In fact, when we say that a network is learning, we specifically mean that the network is learning the appropriate values for the learnable parameters. Appropriate values are values that minimize the loss function.

In [8]:
network = Network()

In [9]:
print(network)

Network(
  (conv1): Conv2d(1, 6, kernel_size=(5, 5), stride=(1, 1))
  (conv2): Conv2d(6, 12, kernel_size=(5, 5), stride=(1, 1))
  (fc1): Linear(in_features=192, out_features=120, bias=True)
  (fc2): Linear(in_features=120, out_features=60, bias=True)
  (out): Linear(in_features=60, out_features=10, bias=True)
)


The <code>print()</code> function prints to the console a string representation of our network. With a sharp eye, we can notice that the printed output here is detailing our network’s architecture listing out our network’s layers, and showing the values that were passed to the layer constructors.




In [10]:
class Network():
    def __init__(self):
        #super().__init__()
        self.conv1 = nn.Conv2d(in_channels=1, out_channels=6, kernel_size=5)
        self.conv2 = nn.Conv2d(in_channels=6, out_channels=12, kernel_size=5)

        self.fc1 = nn.Linear(in_features=12*4*4, out_features=120)
        self.fc2 = nn.Linear(in_features=120, out_features=60)
        self.out = nn.Linear(in_features=60, out_features=10)

    def forward(self, t):
        # implement the forward pass
        return t


All Python classes automatically extend the object class. If we want to provide a custom string representation for our object, we can do it, but we need to introduce another object oriented concept called overriding.

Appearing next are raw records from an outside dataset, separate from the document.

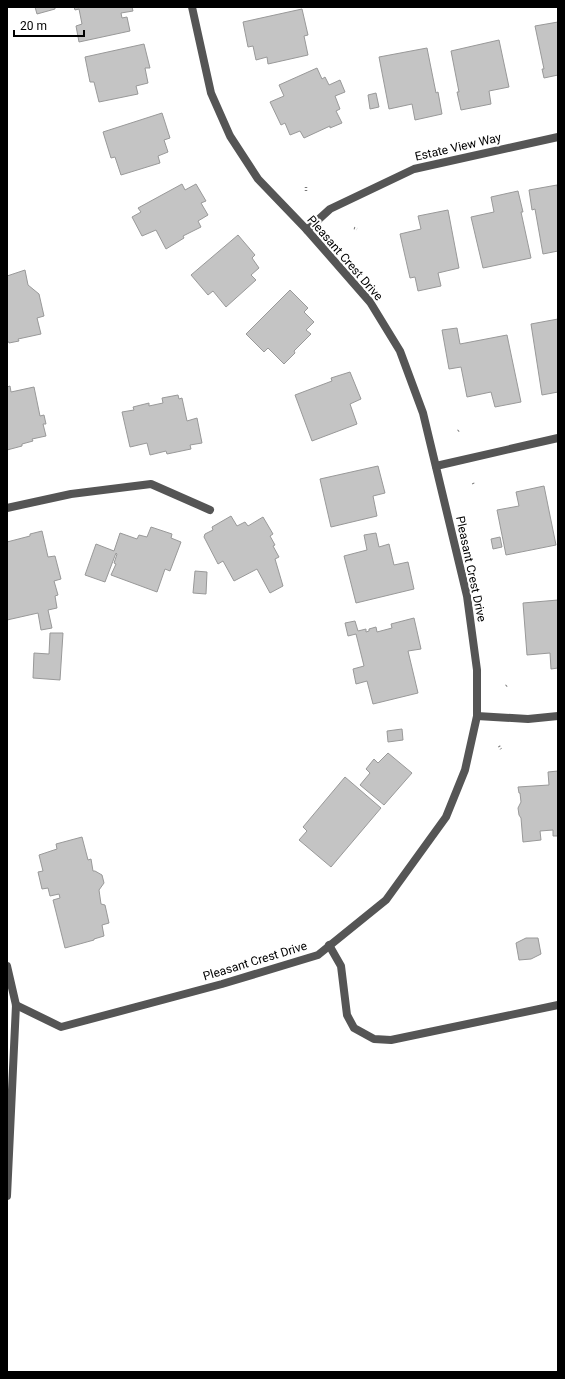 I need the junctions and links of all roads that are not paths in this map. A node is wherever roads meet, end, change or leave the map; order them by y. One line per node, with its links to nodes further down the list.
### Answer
1 (192, 7): 3 (street, Pleasant Crest Drive)
2 (558, 137): 3 (street, Estate View Way)
3 (307, 230): 5 (street, Pleasant Crest Drive)
4 (558, 438): 5 (street)
5 (436, 466): 8 (street, Pleasant Crest Drive)
6 (7, 508): 7 (street)
7 (210, 510)
8 (477, 716): 9 (street); 10 (street, Pleasant Crest Drive)
9 (558, 716)
10 (329, 946): 12 (street, Pleasant Crest Drive); 13 (street)
11 (7, 966): 12 (street)
12 (16, 1005): 14 (street)
13 (558, 1005)
14 (7, 1196) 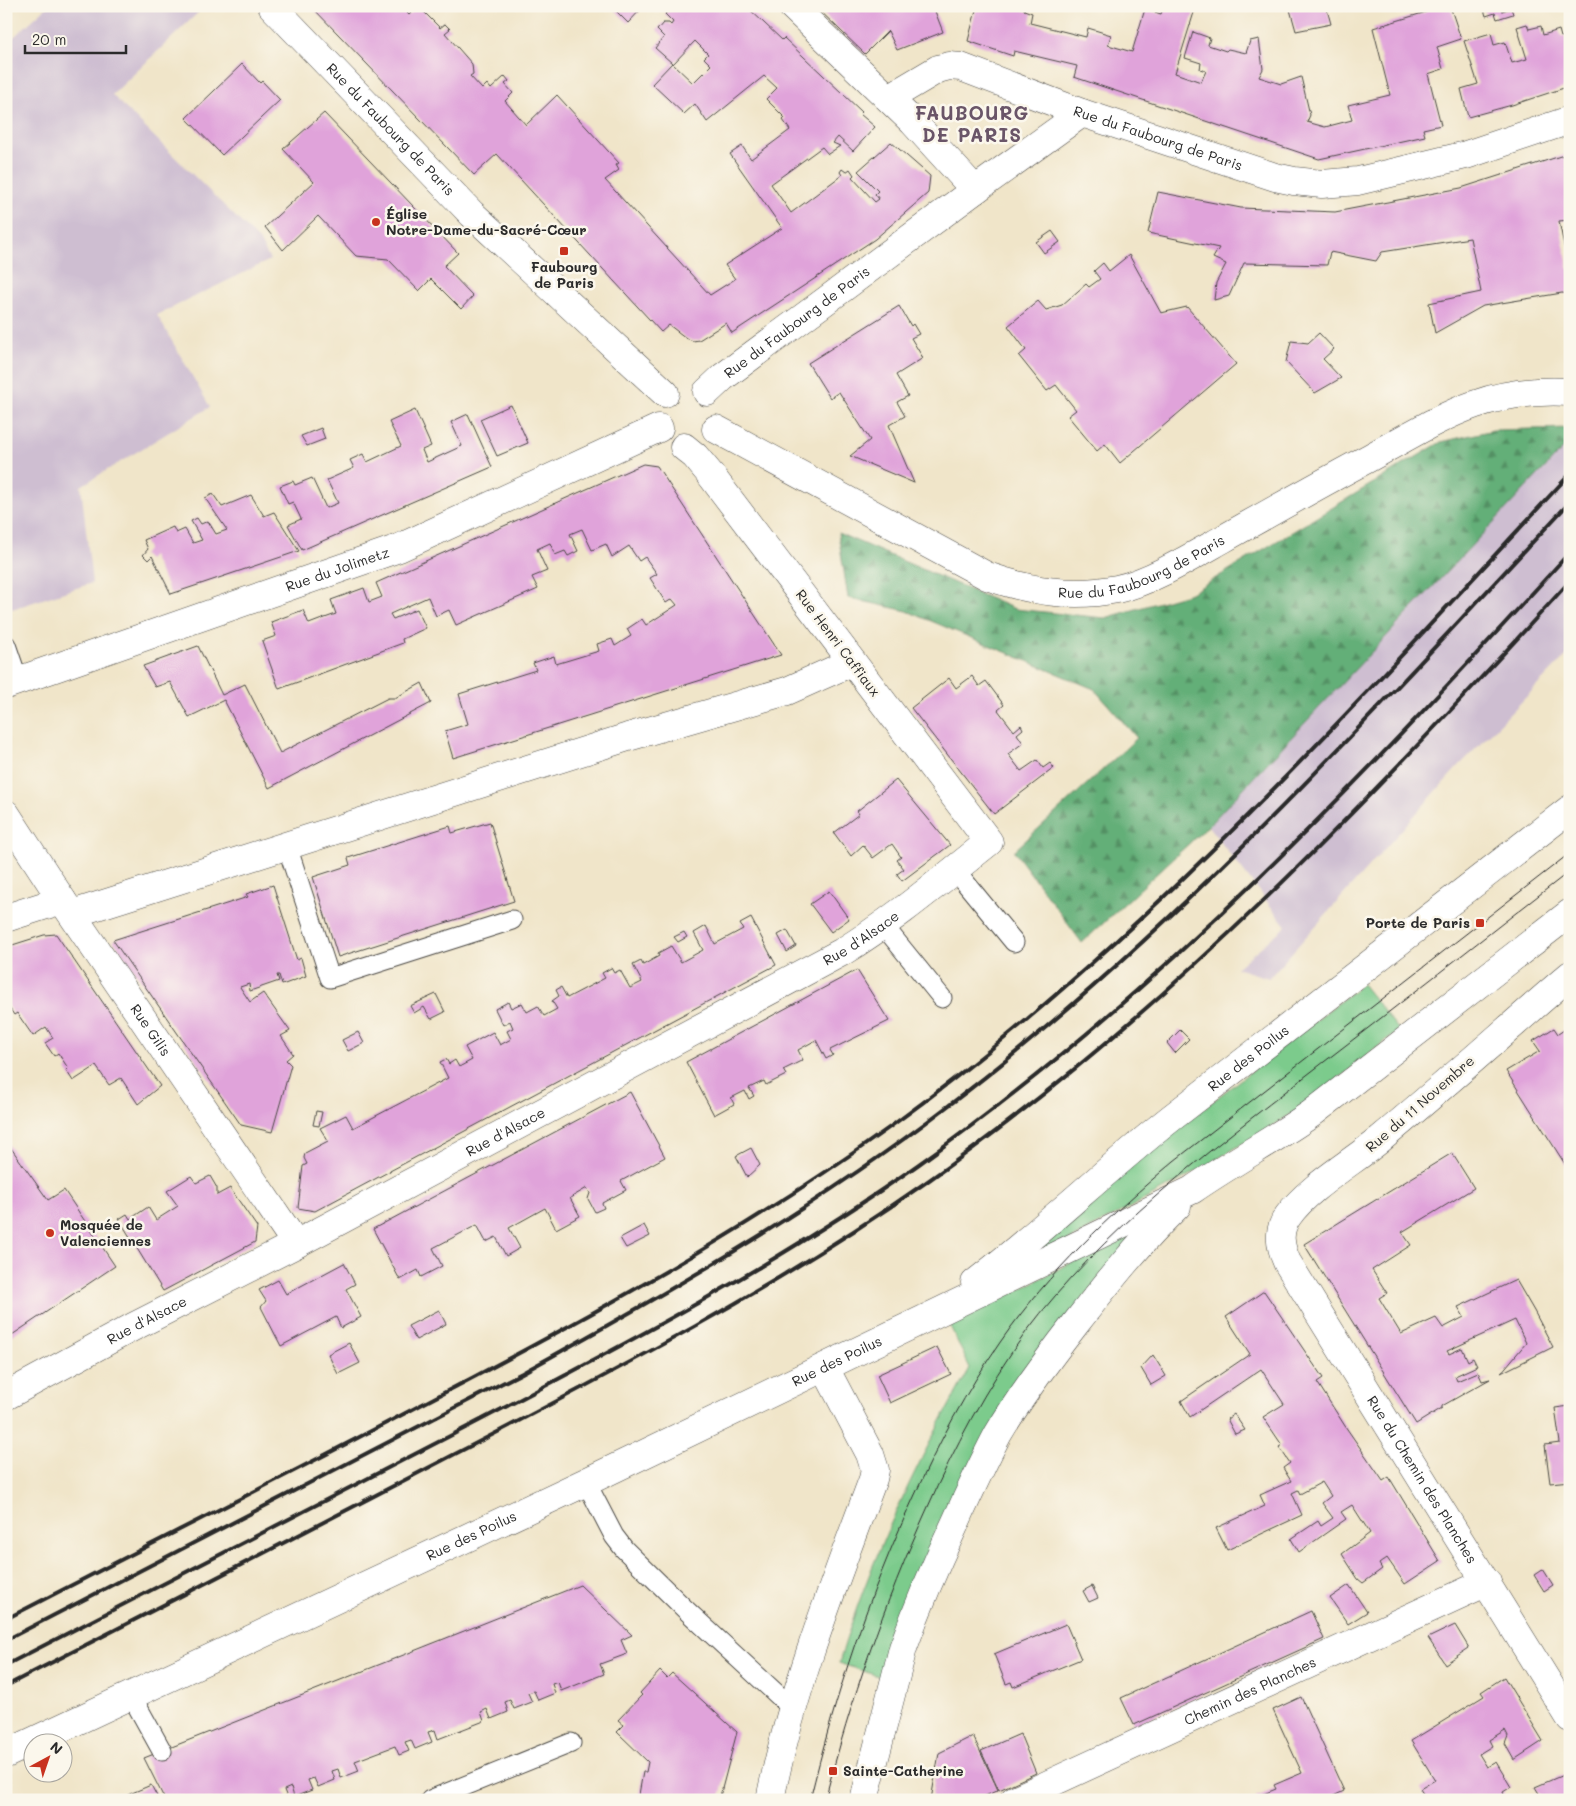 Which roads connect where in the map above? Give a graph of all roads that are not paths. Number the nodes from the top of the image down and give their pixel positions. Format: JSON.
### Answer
{"nodes":[{"id":1,"x":272,"y":6,"type":"edge"},
{"id":2,"x":792,"y":6,"type":"edge"},
{"id":3,"x":889,"y":98,"type":"junction"},
{"id":4,"x":1082,"y":113,"type":"junction"},
{"id":5,"x":1570,"y":120,"type":"edge"},
{"id":6,"x":975,"y":190,"type":"junction"},
{"id":7,"x":708,"y":392,"type":"junction"},
{"id":8,"x":1558,"y":392,"type":"edge"},
{"id":9,"x":665,"y":393,"type":"junction"},
{"id":10,"x":659,"y":428,"type":"junction"},
{"id":11,"x":716,"y":429,"type":"junction"},
{"id":12,"x":684,"y":447,"type":"junction"},
{"id":13,"x":6,"y":646,"type":"edge"},
{"id":14,"x":852,"y":662,"type":"junction"},
{"id":15,"x":12,"y":682,"type":"edge"},
{"id":16,"x":1570,"y":809,"type":"edge"},
{"id":17,"x":6,"y":814,"type":"edge"},
{"id":18,"x":989,"y":842,"type":"joint"},
{"id":19,"x":287,"y":846,"type":"junction"},
{"id":20,"x":954,"y":870,"type":"junction"},
{"id":21,"x":67,"y":907,"type":"junction"},
{"id":22,"x":1570,"y":913,"type":"edge"},
{"id":23,"x":6,"y":918,"type":"edge"},
{"id":24,"x":512,"y":920,"type":"dead end"},
{"id":25,"x":883,"y":924,"type":"junction"},
{"id":26,"x":1014,"y":942,"type":"dead end"},
{"id":27,"x":1570,"y":974,"type":"edge"},
{"id":28,"x":942,"y":998,"type":"dead end"},
{"id":29,"x":1192,"y":1190,"type":"junction"},
{"id":30,"x":1280,"y":1239,"type":"joint"},
{"id":31,"x":296,"y":1244,"type":"junction"},
{"id":32,"x":934,"y":1316,"type":"junction"},
{"id":33,"x":825,"y":1368,"type":"junction"},
{"id":34,"x":6,"y":1396,"type":"edge"},
{"id":35,"x":586,"y":1482,"type":"junction"},
{"id":36,"x":1487,"y":1582,"type":"junction"},
{"id":37,"x":131,"y":1695,"type":"junction"},
{"id":38,"x":793,"y":1709,"type":"junction"},
{"id":39,"x":1570,"y":1718,"type":"edge"},
{"id":40,"x":571,"y":1743,"type":"dead end"},
{"id":41,"x":162,"y":1751,"type":"dead end"},
{"id":42,"x":6,"y":1754,"type":"edge"},
{"id":43,"x":430,"y":1800,"type":"edge"},
{"id":44,"x":770,"y":1800,"type":"edge"},
{"id":45,"x":864,"y":1800,"type":"edge"},
{"id":46,"x":1014,"y":1800,"type":"edge"}],
"edges":[{"from":1,"to":9,"type":"street","name":"Rue du Faubourg de Paris"},
{"from":2,"to":3,"type":"street"},
{"from":3,"to":4,"type":"street"},
{"from":3,"to":6,"type":"street"},
{"from":4,"to":5,"type":"street","name":"Rue du Faubourg de Paris"},
{"from":4,"to":6,"type":"street","name":"Rue du Faubourg de Paris"},
{"from":6,"to":7,"type":"street","name":"Rue du Faubourg de Paris"},
{"from":7,"to":9,"type":"street"},
{"from":7,"to":11,"type":"street"},
{"from":8,"to":11,"type":"street","name":"Rue du Faubourg de Paris"},
{"from":9,"to":10,"type":"street"},
{"from":10,"to":12,"type":"street"},
{"from":10,"to":15,"type":"street","name":"Rue du Jolimetz"},
{"from":11,"to":12,"type":"street"},
{"from":12,"to":14,"type":"street","name":"Rue Henri Caffiaux"},
{"from":13,"to":15,"type":"lane"},
{"from":14,"to":18,"type":"street","name":"Rue Henri Caffiaux"},
{"from":14,"to":19,"type":"street"},
{"from":16,"to":32,"type":"street","name":"Rue des Poilus"},
{"from":17,"to":21,"type":"street","name":"Rue Gilis"},
{"from":18,"to":20,"type":"street","name":"Rue d'Alsace"},
{"from":19,"to":21,"type":"street"},
{"from":19,"to":24,"type":"lane"},
{"from":20,"to":25,"type":"street","name":"Rue d'Alsace"},
{"from":20,"to":26,"type":"lane"},
{"from":21,"to":23,"type":"street"},
{"from":21,"to":31,"type":"street","name":"Rue Gilis"},
{"from":22,"to":29,"type":"street","name":"Rue des Poilus"},
{"from":25,"to":28,"type":"lane"},
{"from":25,"to":31,"type":"street","name":"Rue d'Alsace"},
{"from":27,"to":30,"type":"street","name":"Rue du 11 Novembre"},
{"from":29,"to":32,"type":"street","name":"Rue des Poilus"},
{"from":29,"to":45,"type":"street"},
{"from":30,"to":36,"type":"street","name":"Rue du Chemin des Planches"},
{"from":31,"to":34,"type":"street","name":"Rue d'Alsace"},
{"from":32,"to":33,"type":"street","name":"Rue des Poilus"},
{"from":33,"to":35,"type":"street","name":"Rue des Poilus"},
{"from":33,"to":38,"type":"street"},
{"from":35,"to":37,"type":"street","name":"Rue des Poilus"},
{"from":35,"to":38,"type":"lane"},
{"from":36,"to":39,"type":"street","name":"Rue du Chemin des Planches"},
{"from":36,"to":46,"type":"street","name":"Chemin des Planches"},
{"from":37,"to":41,"type":"lane"},
{"from":37,"to":42,"type":"street","name":"Rue des Poilus"},
{"from":38,"to":44,"type":"street"},
{"from":40,"to":43,"type":"lane"}]}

When we extend a class, we get all of its functionality, and to complement this, we can add additional functionality. However, we can also override existing functionality by changing it to behave differently.

We can override Python’s default string representation using the <code> __repr__  </code>function. This name is short for representation.

同理 pytorch中的 __repr__  是定义在module.py中

In [12]:
network = Network()
print(network)

<__main__.Network object at 0x000001DA2B4B65B0>


In [13]:
class Network():
    def __init__(self):
        #super().__init__()
        self.conv1 = nn.Conv2d(in_channels=1, out_channels=6, kernel_size=5)
        self.conv2 = nn.Conv2d(in_channels=6, out_channels=12, kernel_size=5)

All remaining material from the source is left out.